— WORK REQUIRED —
Output, exactly as written, the lines below from the one that has "index dip: (455, 315)" through the one that has "index pip: (313, 150)"; nothing else, and no pictures.

— RECORD EXCERPTS —
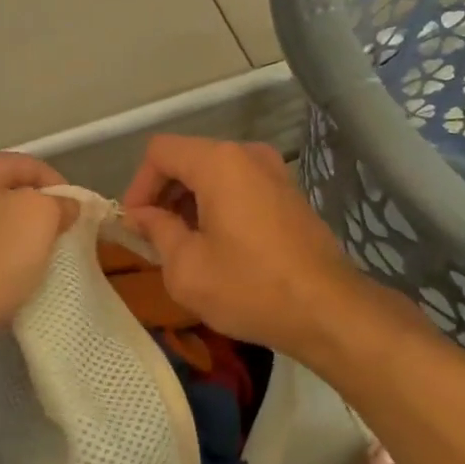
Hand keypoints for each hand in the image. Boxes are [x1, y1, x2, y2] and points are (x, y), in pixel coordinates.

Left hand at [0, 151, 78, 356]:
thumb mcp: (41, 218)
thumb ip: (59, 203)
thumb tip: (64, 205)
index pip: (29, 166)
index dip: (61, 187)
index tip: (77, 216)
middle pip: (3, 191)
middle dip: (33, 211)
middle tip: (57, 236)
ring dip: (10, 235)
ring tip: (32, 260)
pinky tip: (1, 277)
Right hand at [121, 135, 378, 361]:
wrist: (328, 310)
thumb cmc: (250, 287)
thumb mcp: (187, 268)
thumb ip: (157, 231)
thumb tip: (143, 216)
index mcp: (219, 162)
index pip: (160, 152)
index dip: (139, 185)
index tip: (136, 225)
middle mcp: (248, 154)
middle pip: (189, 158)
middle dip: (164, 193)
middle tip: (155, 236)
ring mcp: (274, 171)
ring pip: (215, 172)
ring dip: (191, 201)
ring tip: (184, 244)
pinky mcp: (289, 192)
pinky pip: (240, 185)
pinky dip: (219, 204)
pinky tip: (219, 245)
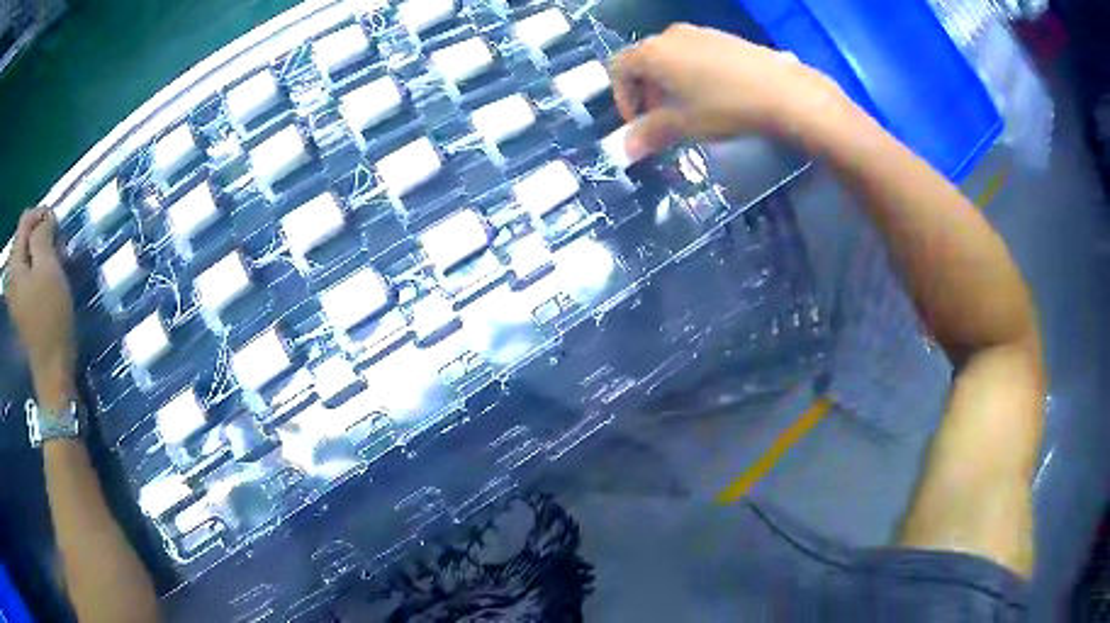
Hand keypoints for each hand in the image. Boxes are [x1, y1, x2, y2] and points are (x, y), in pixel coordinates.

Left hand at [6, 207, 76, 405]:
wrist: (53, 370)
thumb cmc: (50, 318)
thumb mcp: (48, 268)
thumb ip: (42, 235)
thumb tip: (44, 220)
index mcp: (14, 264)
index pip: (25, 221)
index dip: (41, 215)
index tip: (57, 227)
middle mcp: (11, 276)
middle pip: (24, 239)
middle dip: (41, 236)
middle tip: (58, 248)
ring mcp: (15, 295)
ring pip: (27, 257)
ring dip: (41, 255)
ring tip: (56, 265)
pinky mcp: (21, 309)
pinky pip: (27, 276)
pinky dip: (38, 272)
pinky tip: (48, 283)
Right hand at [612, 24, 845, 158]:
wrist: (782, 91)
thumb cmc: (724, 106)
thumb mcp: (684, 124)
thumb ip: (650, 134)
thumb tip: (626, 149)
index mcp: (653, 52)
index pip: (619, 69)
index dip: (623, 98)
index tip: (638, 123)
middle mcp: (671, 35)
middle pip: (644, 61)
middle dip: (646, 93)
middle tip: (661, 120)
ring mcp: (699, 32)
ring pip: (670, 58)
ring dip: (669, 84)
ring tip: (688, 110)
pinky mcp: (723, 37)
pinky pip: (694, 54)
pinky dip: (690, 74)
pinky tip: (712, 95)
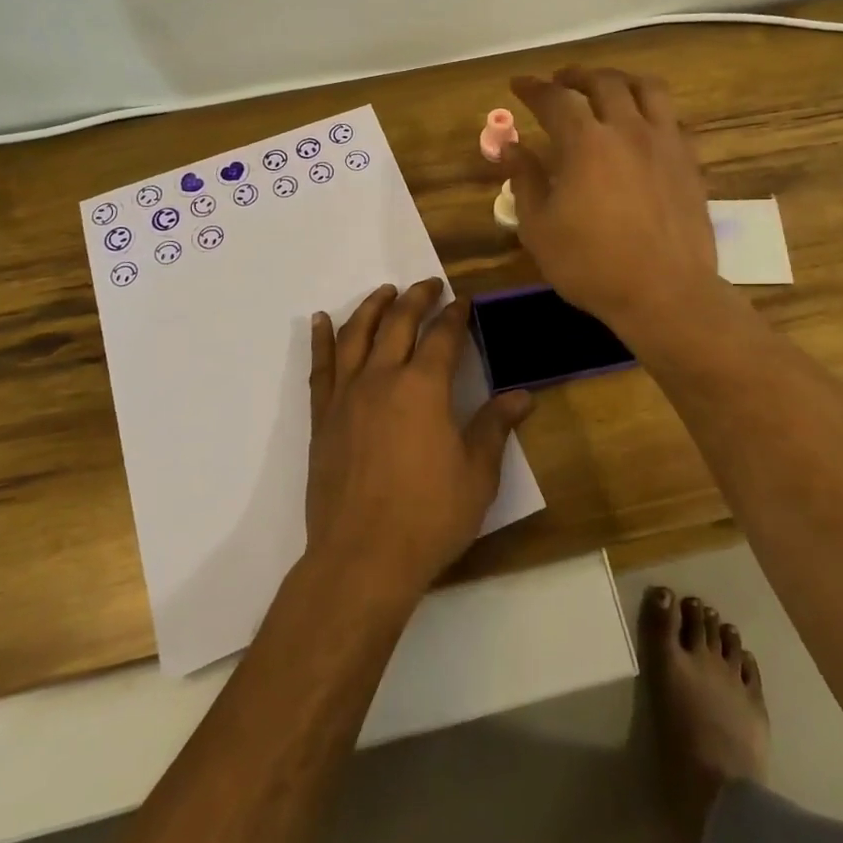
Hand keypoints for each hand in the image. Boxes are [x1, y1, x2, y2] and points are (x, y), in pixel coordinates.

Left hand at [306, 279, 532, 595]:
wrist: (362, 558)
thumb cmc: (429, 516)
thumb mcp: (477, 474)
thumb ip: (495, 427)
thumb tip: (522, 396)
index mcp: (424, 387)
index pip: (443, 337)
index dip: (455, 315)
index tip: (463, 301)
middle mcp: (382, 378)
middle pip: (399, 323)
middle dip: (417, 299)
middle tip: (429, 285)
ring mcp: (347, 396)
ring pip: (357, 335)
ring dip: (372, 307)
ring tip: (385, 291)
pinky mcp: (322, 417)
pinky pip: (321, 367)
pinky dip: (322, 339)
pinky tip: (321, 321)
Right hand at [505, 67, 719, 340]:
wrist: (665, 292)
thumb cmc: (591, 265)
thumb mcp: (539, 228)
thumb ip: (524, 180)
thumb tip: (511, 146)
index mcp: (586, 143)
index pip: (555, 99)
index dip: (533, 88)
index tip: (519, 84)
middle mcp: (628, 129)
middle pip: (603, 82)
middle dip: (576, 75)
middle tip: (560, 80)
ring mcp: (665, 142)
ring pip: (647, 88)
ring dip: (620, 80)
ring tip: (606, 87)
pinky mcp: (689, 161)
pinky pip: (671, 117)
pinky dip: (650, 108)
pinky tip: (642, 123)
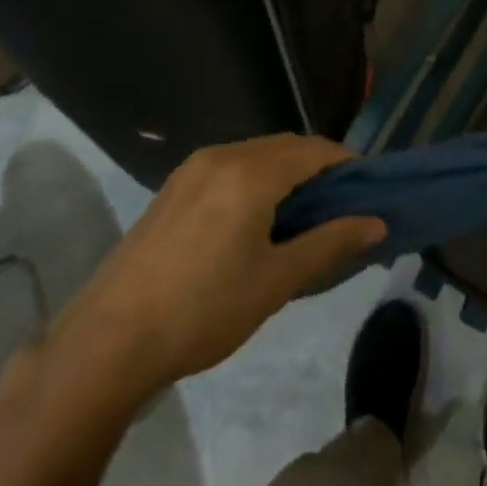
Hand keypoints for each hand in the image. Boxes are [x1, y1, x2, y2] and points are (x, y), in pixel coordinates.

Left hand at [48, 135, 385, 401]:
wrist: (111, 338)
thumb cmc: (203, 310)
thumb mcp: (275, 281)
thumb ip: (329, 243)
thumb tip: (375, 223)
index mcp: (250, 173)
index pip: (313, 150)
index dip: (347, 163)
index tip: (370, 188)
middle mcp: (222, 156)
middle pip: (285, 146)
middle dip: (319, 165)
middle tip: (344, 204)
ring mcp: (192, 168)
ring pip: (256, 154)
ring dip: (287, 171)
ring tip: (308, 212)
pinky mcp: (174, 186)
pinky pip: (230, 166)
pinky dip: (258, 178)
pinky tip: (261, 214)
--
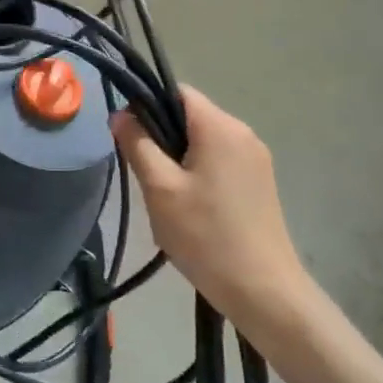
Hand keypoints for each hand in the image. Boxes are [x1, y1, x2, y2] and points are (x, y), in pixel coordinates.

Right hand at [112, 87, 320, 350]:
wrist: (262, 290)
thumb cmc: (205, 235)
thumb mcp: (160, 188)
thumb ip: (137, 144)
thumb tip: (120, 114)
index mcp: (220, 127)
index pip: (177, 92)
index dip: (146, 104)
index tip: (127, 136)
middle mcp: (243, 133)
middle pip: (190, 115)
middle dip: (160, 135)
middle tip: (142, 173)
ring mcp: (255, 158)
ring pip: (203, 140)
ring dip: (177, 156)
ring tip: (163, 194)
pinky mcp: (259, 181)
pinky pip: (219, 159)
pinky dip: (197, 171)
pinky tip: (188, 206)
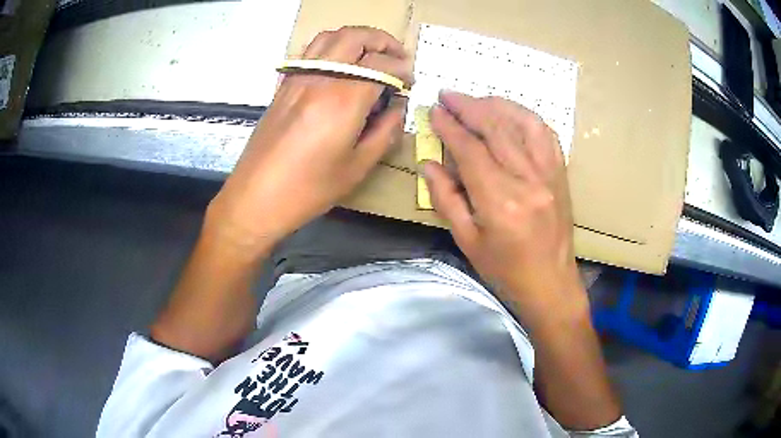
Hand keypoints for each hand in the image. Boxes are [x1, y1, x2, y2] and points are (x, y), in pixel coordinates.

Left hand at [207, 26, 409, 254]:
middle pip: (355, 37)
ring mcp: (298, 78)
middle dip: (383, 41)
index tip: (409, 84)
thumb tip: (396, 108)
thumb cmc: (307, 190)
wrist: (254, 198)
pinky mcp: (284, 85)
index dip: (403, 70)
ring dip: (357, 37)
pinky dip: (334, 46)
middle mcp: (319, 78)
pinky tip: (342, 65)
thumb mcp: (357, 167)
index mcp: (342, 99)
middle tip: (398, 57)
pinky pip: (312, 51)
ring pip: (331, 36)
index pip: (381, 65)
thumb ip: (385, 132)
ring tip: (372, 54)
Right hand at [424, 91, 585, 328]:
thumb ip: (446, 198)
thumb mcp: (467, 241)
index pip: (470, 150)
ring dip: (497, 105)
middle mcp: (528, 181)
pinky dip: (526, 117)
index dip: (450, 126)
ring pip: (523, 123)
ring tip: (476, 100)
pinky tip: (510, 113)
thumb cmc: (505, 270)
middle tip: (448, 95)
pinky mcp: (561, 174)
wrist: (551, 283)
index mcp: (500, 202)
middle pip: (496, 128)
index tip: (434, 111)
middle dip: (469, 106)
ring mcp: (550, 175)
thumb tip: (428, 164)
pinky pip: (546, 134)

— SOLVED EXERCISE —
index dip: (455, 315)
index tip: (463, 301)
middle mcp: (382, 378)
middle pip: (399, 323)
middle dip: (417, 299)
middle tip: (429, 285)
ring mcp: (347, 396)
ring pip: (357, 335)
ring dip: (372, 307)
ring tip: (385, 291)
pinky mcp: (322, 417)
pinky pip: (321, 367)
pinky dip: (322, 339)
pinky tip: (321, 321)
Right hand at [505, 67, 719, 340]:
wrist: (665, 292)
thumb cmc: (591, 265)
thumb mcp: (539, 228)
thumb ip: (524, 180)
thumb tip: (511, 146)
index mcp: (586, 143)
index pip: (555, 99)
index dip: (533, 88)
index tip: (519, 84)
middle mcp: (628, 129)
middle pip: (603, 82)
middle dip: (576, 75)
middle tip: (560, 80)
ring mcp: (665, 142)
ring pip: (647, 88)
ring dip: (620, 80)
ring tip: (606, 87)
pinky mcp: (689, 161)
pinky pip: (671, 117)
pinky dip: (650, 108)
pinky tip: (642, 123)
Hand keypoints for each hand in the image. Boxes are [x1, y1, x2, y2] and points are (x, y), in pixel coordinates.

Left hand at [48, 135, 385, 401]:
wrist: (111, 338)
thumb cmc: (203, 310)
thumb mcp: (275, 281)
thumb ip: (329, 243)
thumb tip: (375, 223)
index mcp: (250, 173)
index pip: (313, 150)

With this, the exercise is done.